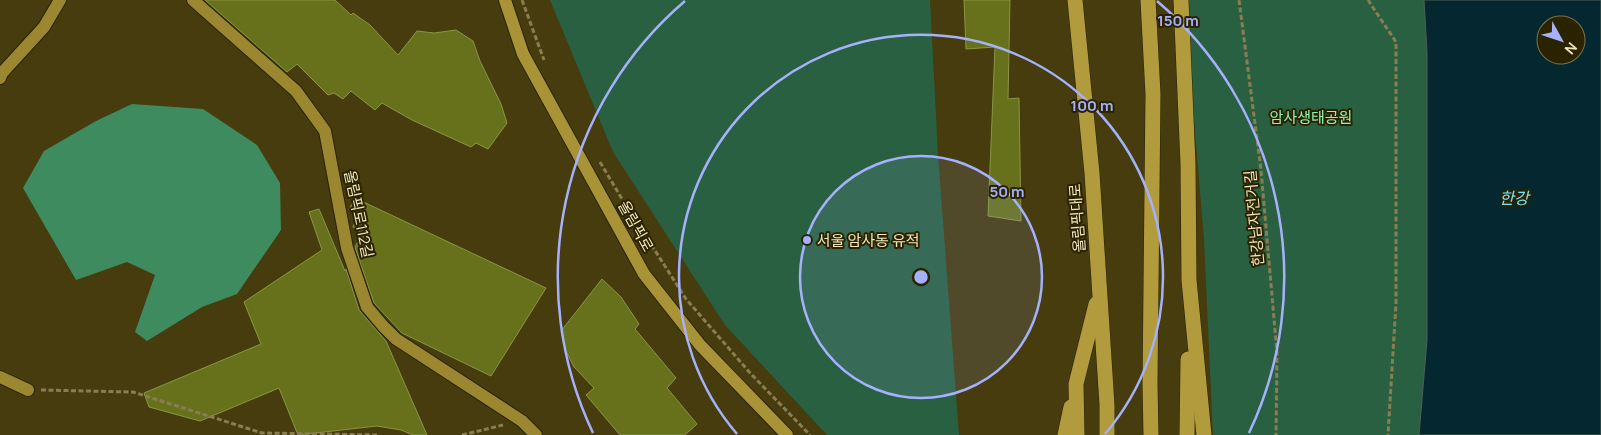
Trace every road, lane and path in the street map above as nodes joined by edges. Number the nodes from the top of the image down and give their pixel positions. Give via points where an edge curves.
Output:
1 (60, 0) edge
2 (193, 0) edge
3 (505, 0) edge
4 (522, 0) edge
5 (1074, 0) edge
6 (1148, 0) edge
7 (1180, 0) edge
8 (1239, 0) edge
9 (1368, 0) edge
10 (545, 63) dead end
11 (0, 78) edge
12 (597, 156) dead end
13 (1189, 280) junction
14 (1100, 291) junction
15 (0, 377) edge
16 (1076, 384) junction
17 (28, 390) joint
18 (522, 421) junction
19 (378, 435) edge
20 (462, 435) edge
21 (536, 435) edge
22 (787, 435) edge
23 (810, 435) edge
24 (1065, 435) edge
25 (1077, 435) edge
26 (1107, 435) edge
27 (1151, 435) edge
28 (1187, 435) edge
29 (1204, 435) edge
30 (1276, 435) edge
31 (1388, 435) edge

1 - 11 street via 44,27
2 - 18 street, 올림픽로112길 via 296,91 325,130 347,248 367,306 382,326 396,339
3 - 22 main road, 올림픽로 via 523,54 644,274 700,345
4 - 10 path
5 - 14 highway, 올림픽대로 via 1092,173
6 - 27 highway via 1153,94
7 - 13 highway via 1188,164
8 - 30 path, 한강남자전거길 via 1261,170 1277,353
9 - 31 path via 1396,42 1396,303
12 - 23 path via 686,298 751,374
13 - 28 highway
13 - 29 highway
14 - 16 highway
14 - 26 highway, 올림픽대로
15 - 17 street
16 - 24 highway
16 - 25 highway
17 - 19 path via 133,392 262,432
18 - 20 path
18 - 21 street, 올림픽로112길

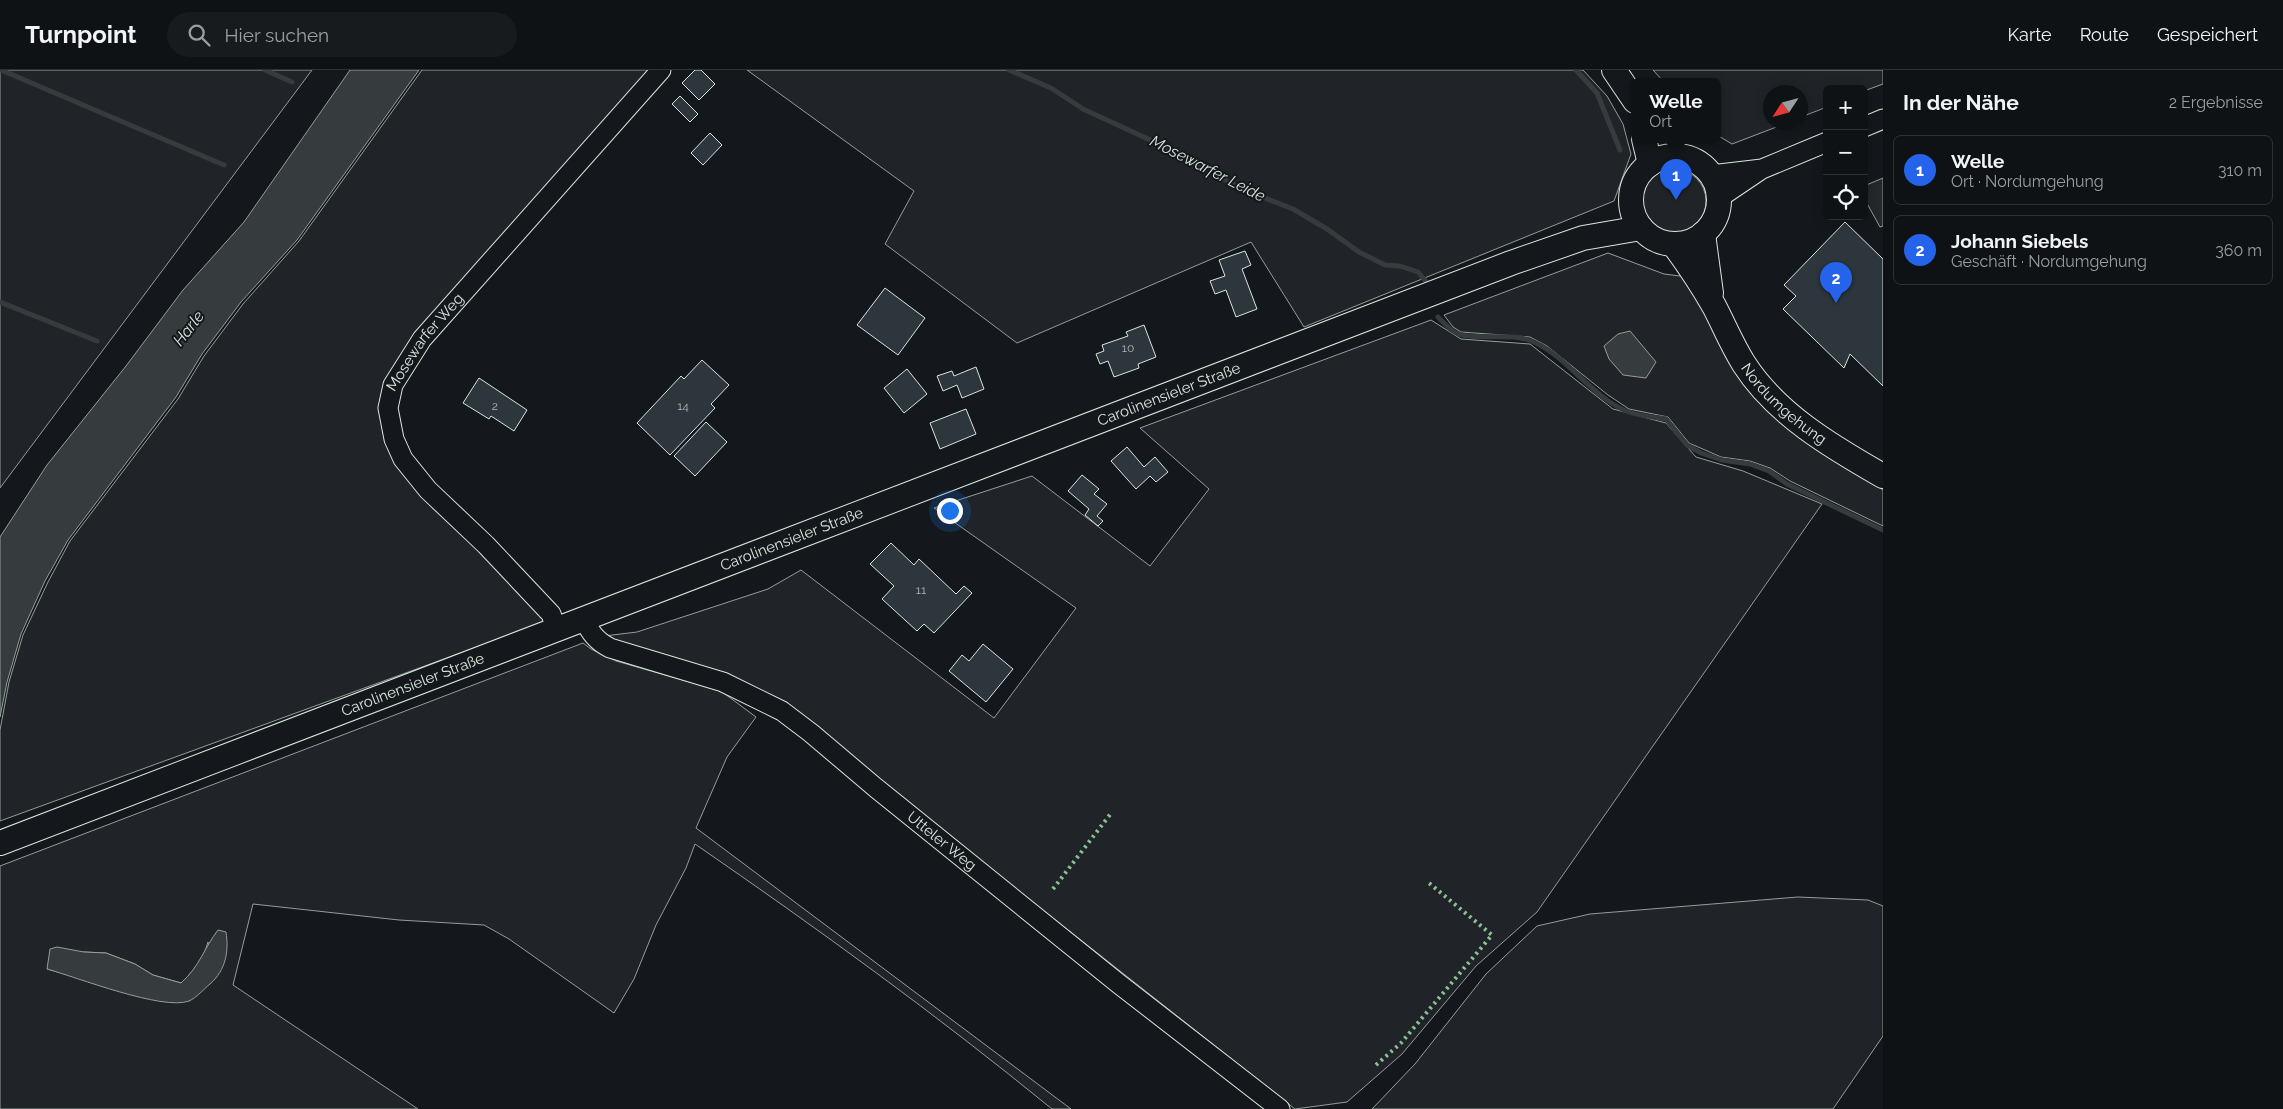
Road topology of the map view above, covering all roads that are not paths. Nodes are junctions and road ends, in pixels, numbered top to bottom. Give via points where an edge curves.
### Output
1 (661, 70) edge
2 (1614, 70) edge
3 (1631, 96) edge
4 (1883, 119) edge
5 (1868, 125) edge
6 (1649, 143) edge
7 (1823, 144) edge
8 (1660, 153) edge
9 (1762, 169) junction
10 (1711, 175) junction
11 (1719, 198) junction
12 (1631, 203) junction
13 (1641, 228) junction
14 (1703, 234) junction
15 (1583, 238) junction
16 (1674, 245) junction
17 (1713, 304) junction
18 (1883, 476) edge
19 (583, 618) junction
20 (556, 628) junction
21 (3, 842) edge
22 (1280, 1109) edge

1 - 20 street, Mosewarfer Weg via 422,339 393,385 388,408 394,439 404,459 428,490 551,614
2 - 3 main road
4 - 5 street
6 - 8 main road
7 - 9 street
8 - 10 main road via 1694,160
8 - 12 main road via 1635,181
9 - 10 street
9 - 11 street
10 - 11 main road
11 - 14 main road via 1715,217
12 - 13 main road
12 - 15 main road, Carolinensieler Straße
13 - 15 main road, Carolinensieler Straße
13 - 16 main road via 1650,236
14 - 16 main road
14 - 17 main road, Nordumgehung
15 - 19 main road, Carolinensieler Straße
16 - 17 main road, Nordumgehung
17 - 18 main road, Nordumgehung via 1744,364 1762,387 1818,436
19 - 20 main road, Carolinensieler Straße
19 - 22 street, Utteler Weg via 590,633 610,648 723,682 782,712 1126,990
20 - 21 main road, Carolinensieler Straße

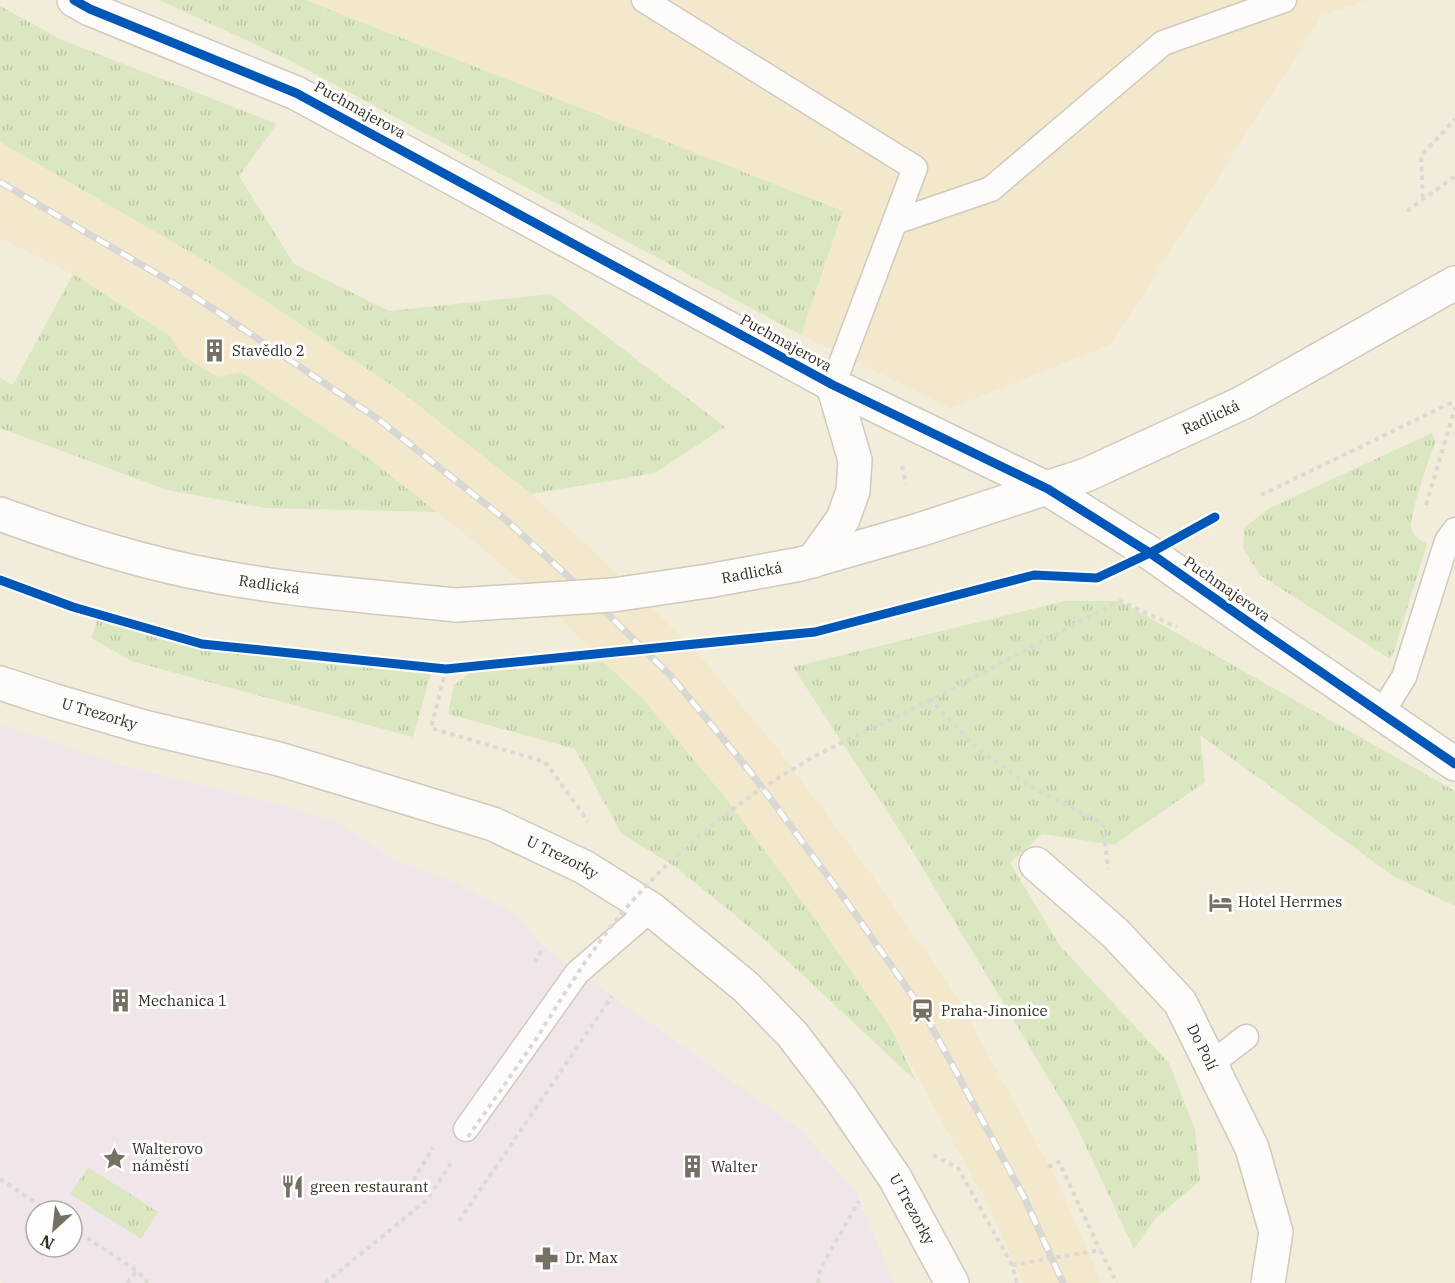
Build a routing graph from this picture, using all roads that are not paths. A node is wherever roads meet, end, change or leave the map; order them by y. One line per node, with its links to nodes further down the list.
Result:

#### [PROBLEM STATEMENT]
Lines with "Give": find them in the data and copy each one.

#### [EXERCISE RESULT]
Trace every road, lane and path in the street map above as nodes joined by edges. Number the nodes from the top of the image down and give their pixel positions. Give via points where an edge curves.
Road topology of the map view above, covering all roads that are not paths. Nodes are junctions and road ends, in pixels, numbered top to bottom. Give via points where an edge curves.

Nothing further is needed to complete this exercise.